Assignment => An exact copy of every record is required.

=-=-=-=-=

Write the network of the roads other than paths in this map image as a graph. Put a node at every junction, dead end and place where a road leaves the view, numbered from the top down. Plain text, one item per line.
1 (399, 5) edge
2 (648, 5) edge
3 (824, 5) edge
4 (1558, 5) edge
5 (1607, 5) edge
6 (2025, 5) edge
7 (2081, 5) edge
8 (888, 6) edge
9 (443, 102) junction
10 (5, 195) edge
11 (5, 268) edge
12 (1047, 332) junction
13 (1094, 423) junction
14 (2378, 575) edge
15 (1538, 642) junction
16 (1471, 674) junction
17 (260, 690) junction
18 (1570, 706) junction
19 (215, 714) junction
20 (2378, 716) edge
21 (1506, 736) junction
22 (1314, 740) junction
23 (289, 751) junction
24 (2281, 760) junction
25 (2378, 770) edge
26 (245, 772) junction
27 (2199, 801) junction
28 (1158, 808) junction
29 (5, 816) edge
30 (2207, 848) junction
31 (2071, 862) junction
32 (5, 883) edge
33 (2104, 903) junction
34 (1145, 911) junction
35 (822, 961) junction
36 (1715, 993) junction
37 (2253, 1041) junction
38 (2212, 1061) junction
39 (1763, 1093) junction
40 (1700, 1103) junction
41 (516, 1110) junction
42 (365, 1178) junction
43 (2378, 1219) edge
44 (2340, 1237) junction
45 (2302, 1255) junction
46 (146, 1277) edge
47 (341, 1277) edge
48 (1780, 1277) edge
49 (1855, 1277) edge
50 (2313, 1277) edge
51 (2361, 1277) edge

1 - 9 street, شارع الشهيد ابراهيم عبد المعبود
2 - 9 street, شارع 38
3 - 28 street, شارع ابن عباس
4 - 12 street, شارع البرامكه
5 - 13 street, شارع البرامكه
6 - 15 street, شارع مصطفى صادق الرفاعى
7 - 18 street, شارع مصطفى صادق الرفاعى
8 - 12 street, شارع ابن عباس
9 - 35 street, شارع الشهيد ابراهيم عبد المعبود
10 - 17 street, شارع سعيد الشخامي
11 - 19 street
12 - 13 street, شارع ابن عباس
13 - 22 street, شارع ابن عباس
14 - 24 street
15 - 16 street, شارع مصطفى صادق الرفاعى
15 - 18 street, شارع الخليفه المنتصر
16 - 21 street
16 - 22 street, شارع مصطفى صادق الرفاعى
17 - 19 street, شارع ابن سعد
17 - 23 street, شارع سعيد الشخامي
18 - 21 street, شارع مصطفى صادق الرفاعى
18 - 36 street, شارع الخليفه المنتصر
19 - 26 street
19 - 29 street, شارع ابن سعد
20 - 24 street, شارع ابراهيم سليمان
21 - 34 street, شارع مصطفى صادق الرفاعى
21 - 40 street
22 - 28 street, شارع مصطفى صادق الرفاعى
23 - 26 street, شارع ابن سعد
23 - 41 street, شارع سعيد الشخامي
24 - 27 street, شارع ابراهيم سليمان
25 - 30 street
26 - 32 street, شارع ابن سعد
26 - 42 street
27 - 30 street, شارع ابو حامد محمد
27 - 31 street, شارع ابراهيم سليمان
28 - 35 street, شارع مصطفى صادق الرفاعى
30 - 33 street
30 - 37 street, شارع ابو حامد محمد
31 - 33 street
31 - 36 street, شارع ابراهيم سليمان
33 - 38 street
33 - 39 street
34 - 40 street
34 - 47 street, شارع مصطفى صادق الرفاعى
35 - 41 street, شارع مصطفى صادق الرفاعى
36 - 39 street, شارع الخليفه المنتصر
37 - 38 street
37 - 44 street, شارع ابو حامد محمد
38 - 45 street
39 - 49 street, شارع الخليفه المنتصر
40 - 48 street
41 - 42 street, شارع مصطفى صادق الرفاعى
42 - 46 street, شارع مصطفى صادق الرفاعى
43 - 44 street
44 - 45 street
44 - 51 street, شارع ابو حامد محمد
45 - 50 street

=-=-=-=-=

Answer =>
Write the network of the roads other than paths in this map image as a graph. Put a node at every junction, dead end and place where a road leaves the view, numbered from the top down. Plain text, one item per line.
1 (399, 5) edge
2 (648, 5) edge
3 (824, 5) edge
4 (1558, 5) edge
5 (1607, 5) edge
6 (2025, 5) edge
7 (2081, 5) edge
8 (888, 6) edge
9 (443, 102) junction
10 (5, 195) edge
11 (5, 268) edge
12 (1047, 332) junction
13 (1094, 423) junction
14 (2378, 575) edge
15 (1538, 642) junction
16 (1471, 674) junction
17 (260, 690) junction
18 (1570, 706) junction
19 (215, 714) junction
20 (2378, 716) edge
21 (1506, 736) junction
22 (1314, 740) junction
23 (289, 751) junction
24 (2281, 760) junction
25 (2378, 770) edge
26 (245, 772) junction
27 (2199, 801) junction
28 (1158, 808) junction
29 (5, 816) edge
30 (2207, 848) junction
31 (2071, 862) junction
32 (5, 883) edge
33 (2104, 903) junction
34 (1145, 911) junction
35 (822, 961) junction
36 (1715, 993) junction
37 (2253, 1041) junction
38 (2212, 1061) junction
39 (1763, 1093) junction
40 (1700, 1103) junction
41 (516, 1110) junction
42 (365, 1178) junction
43 (2378, 1219) edge
44 (2340, 1237) junction
45 (2302, 1255) junction
46 (146, 1277) edge
47 (341, 1277) edge
48 (1780, 1277) edge
49 (1855, 1277) edge
50 (2313, 1277) edge
51 (2361, 1277) edge

1 - 9 street, شارع الشهيد ابراهيم عبد المعبود
2 - 9 street, شارع 38
3 - 28 street, شارع ابن عباس
4 - 12 street, شارع البرامكه
5 - 13 street, شارع البرامكه
6 - 15 street, شارع مصطفى صادق الرفاعى
7 - 18 street, شارع مصطفى صادق الرفاعى
8 - 12 street, شارع ابن عباس
9 - 35 street, شارع الشهيد ابراهيم عبد المعبود
10 - 17 street, شارع سعيد الشخامي
11 - 19 street
12 - 13 street, شارع ابن عباس
13 - 22 street, شارع ابن عباس
14 - 24 street
15 - 16 street, شارع مصطفى صادق الرفاعى
15 - 18 street, شارع الخليفه المنتصر
16 - 21 street
16 - 22 street, شارع مصطفى صادق الرفاعى
17 - 19 street, شارع ابن سعد
17 - 23 street, شارع سعيد الشخامي
18 - 21 street, شارع مصطفى صادق الرفاعى
18 - 36 street, شارع الخليفه المنتصر
19 - 26 street
19 - 29 street, شارع ابن سعد
20 - 24 street, شارع ابراهيم سليمان
21 - 34 street, شارع مصطفى صادق الرفاعى
21 - 40 street
22 - 28 street, شارع مصطفى صادق الرفاعى
23 - 26 street, شارع ابن سعد
23 - 41 street, شارع سعيد الشخامي
24 - 27 street, شارع ابراهيم سليمان
25 - 30 street
26 - 32 street, شارع ابن سعد
26 - 42 street
27 - 30 street, شارع ابو حامد محمد
27 - 31 street, شارع ابراهيم سليمان
28 - 35 street, شارع مصطفى صادق الرفاعى
30 - 33 street
30 - 37 street, شارع ابو حامد محمد
31 - 33 street
31 - 36 street, شارع ابراهيم سليمان
33 - 38 street
33 - 39 street
34 - 40 street
34 - 47 street, شارع مصطفى صادق الرفاعى
35 - 41 street, شارع مصطفى صادق الرفاعى
36 - 39 street, شارع الخليفه المنتصر
37 - 38 street
37 - 44 street, شارع ابو حامد محمد
38 - 45 street
39 - 49 street, شارع الخليفه المنتصر
40 - 48 street
41 - 42 street, شارع مصطفى صادق الرفاعى
42 - 46 street, شارع مصطفى صادق الرفاعى
43 - 44 street
44 - 45 street
44 - 51 street, شارع ابو حامد محمد
45 - 50 street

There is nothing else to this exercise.